OK, Cornell Woolrich is my favourite crime writer and
i guess that's obvious for anyone that has read this my Film Noir and
Pulp
Fiction page and you can read a lot about his writings and his films
here. If i have to choose a favourite novel of his this one could
well be it because of the pitch-black darkness and desperation and melodramatic
romance and love. Elements combined that makes
this novel to be maybe his most depressing, hopeless, disturbing and
dark EVER but also his most poetic and beautiful.
Not so well known perhaps but an absolute MASTERPIECE of writing.
Waltz into Darkness was originally
published by Lippincott in 1947 under his pseudonym William Irish. The
Ballantine pocket book
(pic above) published in 1983 was the first unedited version since 1947.
In Sweden it was published by Centrum in 1947 under the
title "Ljuva Bonny - Farliga Bonny", a bad titlewithout the
dark poetry of the original title, the essence of Woolrich writing.

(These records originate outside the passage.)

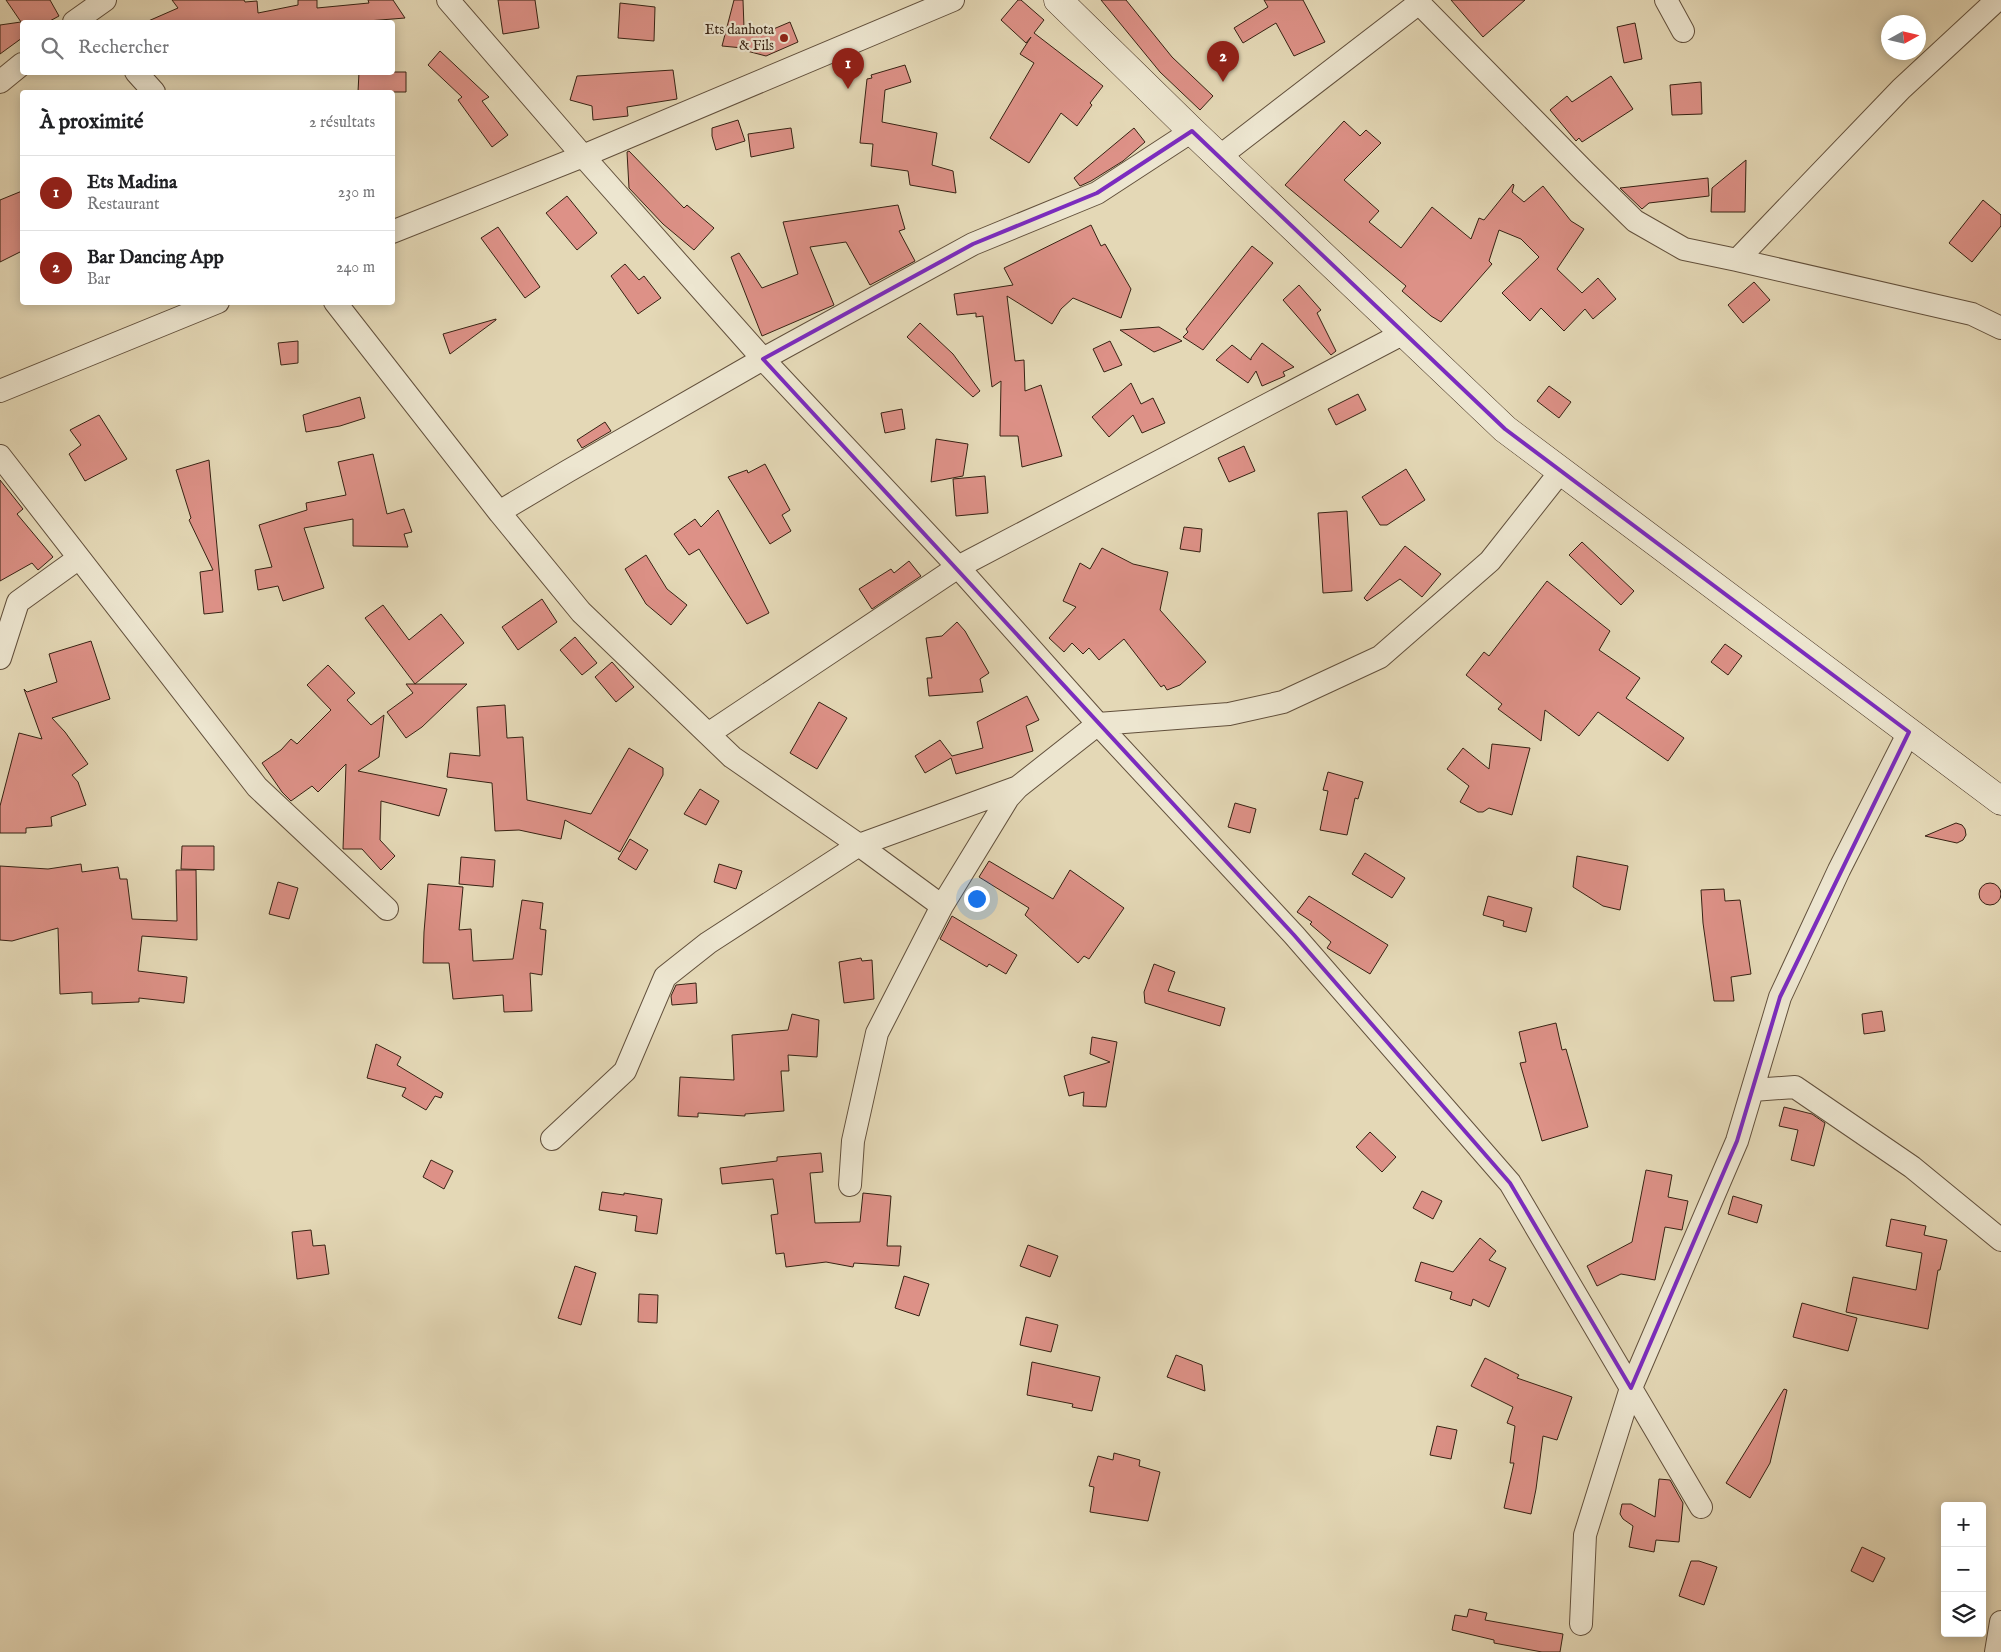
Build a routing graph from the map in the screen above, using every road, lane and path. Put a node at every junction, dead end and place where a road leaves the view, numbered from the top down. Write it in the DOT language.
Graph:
graph roads {
  1 [pos="105,0"];
  2 [pos="448,0"];
  3 [pos="953,0"];
  4 [pos="1058,0"];
  5 [pos="1666,0"];
  6 [pos="1997,0"];
  7 [pos="1418,2"];
  8 [pos="82,14"];
  9 [pos="1683,31"];
  10 [pos="20,66"];
  11 [pos="139,75"];
  12 [pos="0,82"];
  13 [pos="152,90"];
  14 [pos="1192,131"];
  15 [pos="583,156"];
  16 [pos="1219,157"];
  17 [pos="395,231"];
  18 [pos="1737,260"];
  19 [pos="211,305"];
  20 [pos="338,305"];
  21 [pos="2001,328"];
  22 [pos="1404,334"];
  23 [pos="763,359"];
  24 [pos="0,391"];
  25 [pos="0,456"];
  26 [pos="1560,471"];
  27 [pos="499,512"];
  28 [pos="80,558"];
  29 [pos="958,567"];
  30 [pos="0,658"];
  31 [pos="1098,724"];
  32 [pos="1909,732"];
  33 [pos="708,734"];
  34 [pos="1018,787"];
  35 [pos="2001,802"];
  36 [pos="859,845"];
  37 [pos="942,906"];
  38 [pos="387,909"];
  39 [pos="1752,1090"];
  40 [pos="552,1139"];
  41 [pos="850,1185"];
  42 [pos="2001,1240"];
  43 [pos="1631,1388"];
  44 [pos="1701,1507"];
  45 [pos="2001,1622"];
  46 [pos="1581,1624"];
  47 [pos="1996,1652"];
  1 -- 8 [label="street"];
  2 -- 15 [label="street"];
  3 -- 15 [label="street"];
  4 -- 14 [label="street"];
  5 -- 9 [label="street"];
  6 -- 18 [label="street"];
  7 -- 16 [label="street"];
  7 -- 18 [label="street"];
  10 -- 12 [label="street"];
  11 -- 13 [label="street"];
  14 -- 16 [label="street"];
  14 -- 23 [label="street"];
  15 -- 17 [label="street"];
  15 -- 23 [label="street"];
  16 -- 22 [label="street"];
  18 -- 21 [label="street"];
  19 -- 24 [label="street"];
  20 -- 27 [label="street"];
  22 -- 26 [label="street"];
  22 -- 29 [label="street"];
  23 -- 27 [label="street"];
  23 -- 29 [label="street"];
  25 -- 28 [label="street"];
  26 -- 31 [label="street"];
  26 -- 32 [label="street"];
  27 -- 33 [label="street"];
  28 -- 30 [label="street"];
  28 -- 38 [label="street"];
  29 -- 31 [label="street"];
  29 -- 33 [label="street"];
  31 -- 34 [label="street"];
  31 -- 43 [label="street"];
  32 -- 35 [label="street"];
  32 -- 39 [label="street"];
  33 -- 36 [label="street"];
  34 -- 36 [label="street"];
  34 -- 37 [label="street"];
  36 -- 37 [label="street"];
  36 -- 40 [label="street"];
  37 -- 41 [label="street"];
  39 -- 42 [label="street"];
  39 -- 43 [label="street"];
  43 -- 44 [label="street"];
  43 -- 46 [label="street"];
  45 -- 47 [label="street"];
}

Woolrich lover, frenchman Francois Truffaut
had already the year before, in 1968, made the first filmatization of
The Bride Wore Black
with Jeanne Moreau as the female avenger (read more about this film
and novel on my Film Noir & Pulp Fiction page), and in 1969
he directed his version of the 1947 melodrama-crime novel Waltz into
Darkness.
The novel takes place in 1880's New Orleans and tells the story about
rich businessman, the 37 year old Lou Durand and his marriage
to personals-bride Julia Russel and the novel is filled to the brim
with desperation, erotic obsession, hopeless masochistic love and
tons of darkness in a powerful romantic noir melodrama that may bite
you.
It successfully summarizes Cornell Woolrich, the ultimate writer of
Noir, pessimistic view on Love and it's hopelessness.
US
1946 Popular Library pocket book edition of the 1945 original. Cover
art by Baryé Pihilips
Perhaps Woolrich had been inspired by Vera "Laura"
Caspary's fine but forgotten 1945 melodrama noir novel Bedelia?
This novel also
depicts a hopeless relation with a beautiful but psychopathic Femme
Fatale. Darkness and desperate love if not on the Woolrich level.
Bedelia was filmed in the UK in 1946 (read more about this OK B movie
on my Film Noir & Pulp Fiction page)
Truffaut's 1969 film version of Waltz into Darkness
was a flop, but i like it better than his 1968 La Mariée
était en noir (The Bride wore
Black). He re-named it Mississippi Mermaid and moved
the location from New Orleans to the French isle of Reunion situated
close to
Madagaskar outside of Africa. Just like his La Mariée était
en noir, Mississippi Mermaid lacks the archetypical shadows, the desperation
and the romantic pulse of Woolrich and Film Noir of the 1940's, BUT
Truffaut still succeeds in making his own interesting and somewhat
lighter version of it and also with homage to directors like Jean Renoir
and Alfred Hitchcock.
And, the sexual, erotic obsession that's something our fine Frenchman
knows about for sure.
Mississippi Mermaid starts with voices from Personal
ads and with a zooming-in on the map of the French isle of Reunion,
a French
overseas department, and of the city Saint-Denis, where we meet the
rich factory owner Louis Mahé (Jean-Paul Belmondo).
He's merrily on his way to the harbor where he will meet his personal
ads wife Julie Roussel, arriving from a long boat trip from New
Caledonia (another French overseas department). The problem is that
Julie doesn't look anything at all like the photo she sent him with
her letters, and strangely enough she can't remember any details from
them either.
Does this worry Louis a lot? NO, maybe bacause Julie is played by Catherine
Deneuve being at her height of beauty at this time, so
all doubts are swept away. He's intoxicated by her looks. But when Julie
is gone and all his bank accounts are emptied, he hires a
private detective (Yves Drouhet) to find her, and he's pissed off and
out for revenge.
But, when he finally meets her again, on the French Riviera, she's using
the name of Marion Vergano, and .... it starts all over again
and The Waltz into Darkness can be trodden.